Work item
Please, without the pictures, restate every entry exactly.

Items from a dataset

-- -- --

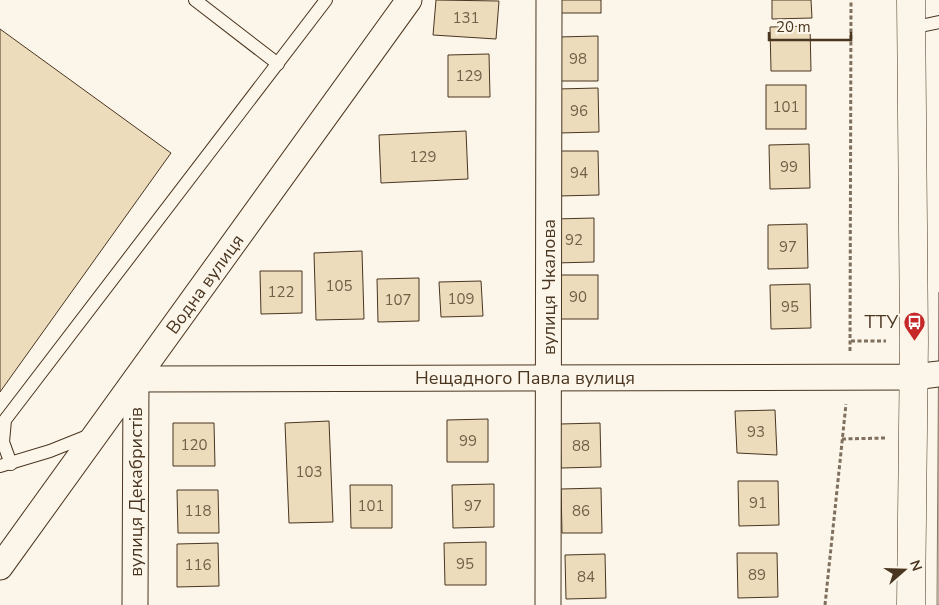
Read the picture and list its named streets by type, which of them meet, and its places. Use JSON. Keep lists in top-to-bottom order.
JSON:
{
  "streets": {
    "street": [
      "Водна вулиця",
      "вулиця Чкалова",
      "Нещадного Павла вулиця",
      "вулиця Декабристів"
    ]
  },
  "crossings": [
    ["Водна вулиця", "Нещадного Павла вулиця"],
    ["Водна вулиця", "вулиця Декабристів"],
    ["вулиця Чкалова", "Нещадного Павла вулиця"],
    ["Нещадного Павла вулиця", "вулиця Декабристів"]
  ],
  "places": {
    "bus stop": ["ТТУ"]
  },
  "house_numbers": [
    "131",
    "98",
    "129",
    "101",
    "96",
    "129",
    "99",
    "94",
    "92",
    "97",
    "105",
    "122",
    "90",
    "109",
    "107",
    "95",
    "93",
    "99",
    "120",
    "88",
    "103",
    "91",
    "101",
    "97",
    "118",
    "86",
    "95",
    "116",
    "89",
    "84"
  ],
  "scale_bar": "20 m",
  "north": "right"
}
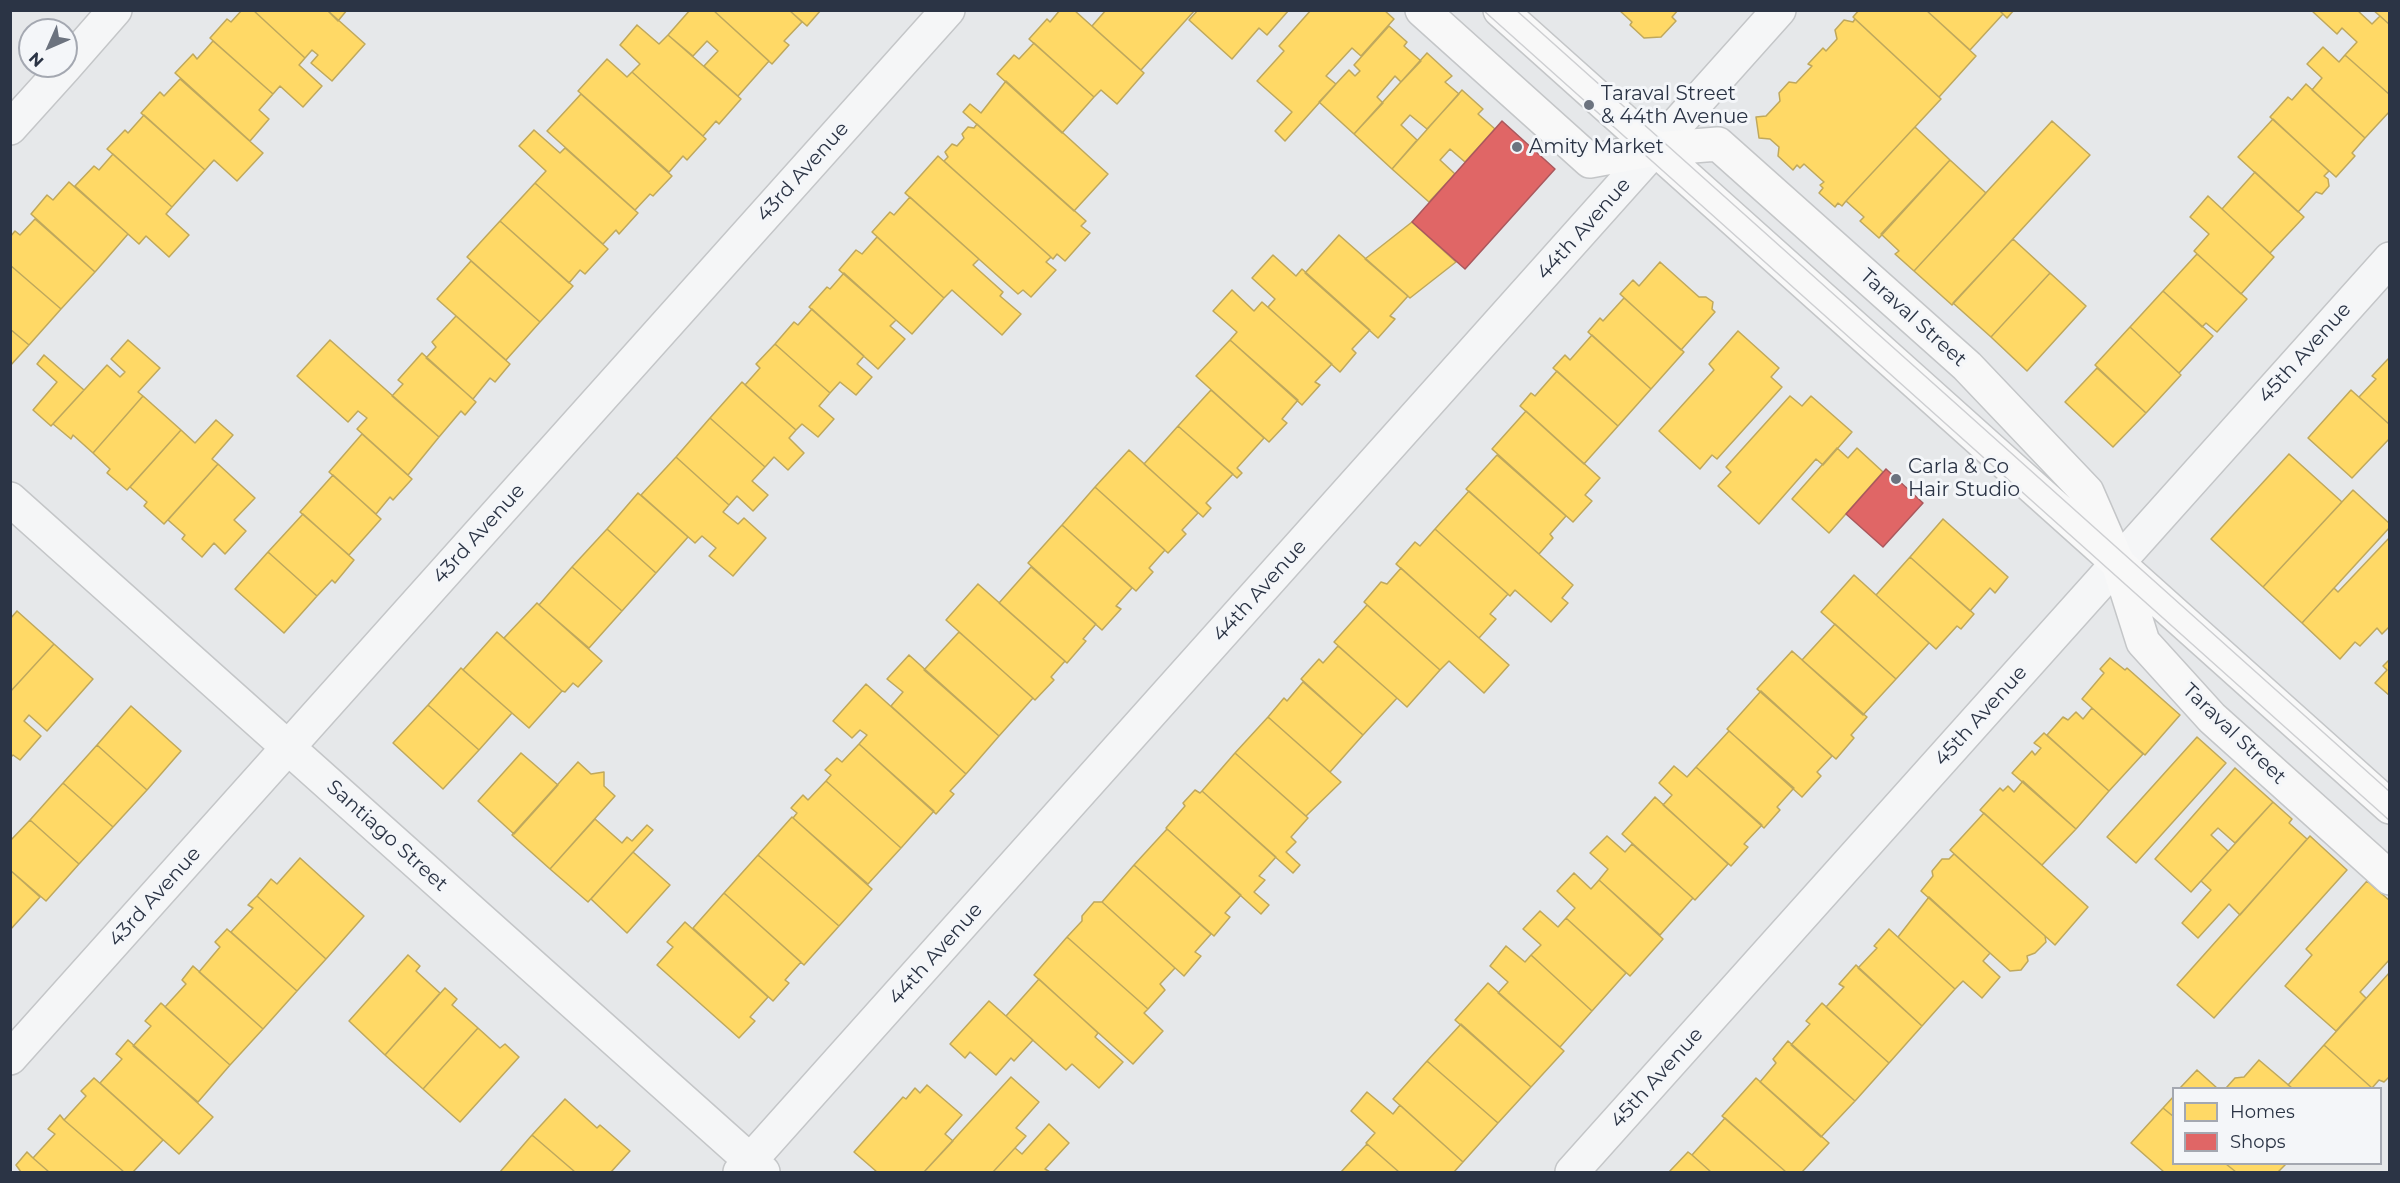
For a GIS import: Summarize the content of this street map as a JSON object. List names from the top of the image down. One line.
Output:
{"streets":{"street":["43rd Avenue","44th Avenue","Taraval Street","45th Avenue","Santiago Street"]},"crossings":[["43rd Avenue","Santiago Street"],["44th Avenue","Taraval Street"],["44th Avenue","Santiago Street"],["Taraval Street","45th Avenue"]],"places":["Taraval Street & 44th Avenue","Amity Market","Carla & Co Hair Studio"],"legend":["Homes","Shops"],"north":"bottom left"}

-- -- --

Output for this exercise
Read the picture and list its named streets by type, which of them meet, and its places. Use JSON. Keep lists in top-to-bottom order.
JSON:
{
  "streets": {
    "street": [
      "Водна вулиця",
      "вулиця Чкалова",
      "Нещадного Павла вулиця",
      "вулиця Декабристів"
    ]
  },
  "crossings": [
    ["Водна вулиця", "Нещадного Павла вулиця"],
    ["Водна вулиця", "вулиця Декабристів"],
    ["вулиця Чкалова", "Нещадного Павла вулиця"],
    ["Нещадного Павла вулиця", "вулиця Декабристів"]
  ],
  "places": {
    "bus stop": ["ТТУ"]
  },
  "house_numbers": [
    "131",
    "98",
    "129",
    "101",
    "96",
    "129",
    "99",
    "94",
    "92",
    "97",
    "105",
    "122",
    "90",
    "109",
    "107",
    "95",
    "93",
    "99",
    "120",
    "88",
    "103",
    "91",
    "101",
    "97",
    "118",
    "86",
    "95",
    "116",
    "89",
    "84"
  ],
  "scale_bar": "20 m",
  "north": "right"
}
For a GIS import: Summarize the content of this street map as a JSON object. List names from the top of the image down. One line.
Output:
{"streets":{"street":["43rd Avenue","44th Avenue","Taraval Street","45th Avenue","Santiago Street"]},"crossings":[["43rd Avenue","Santiago Street"],["44th Avenue","Taraval Street"],["44th Avenue","Santiago Street"],["Taraval Street","45th Avenue"]],"places":["Taraval Street & 44th Avenue","Amity Market","Carla & Co Hair Studio"],"legend":["Homes","Shops"],"north":"bottom left"}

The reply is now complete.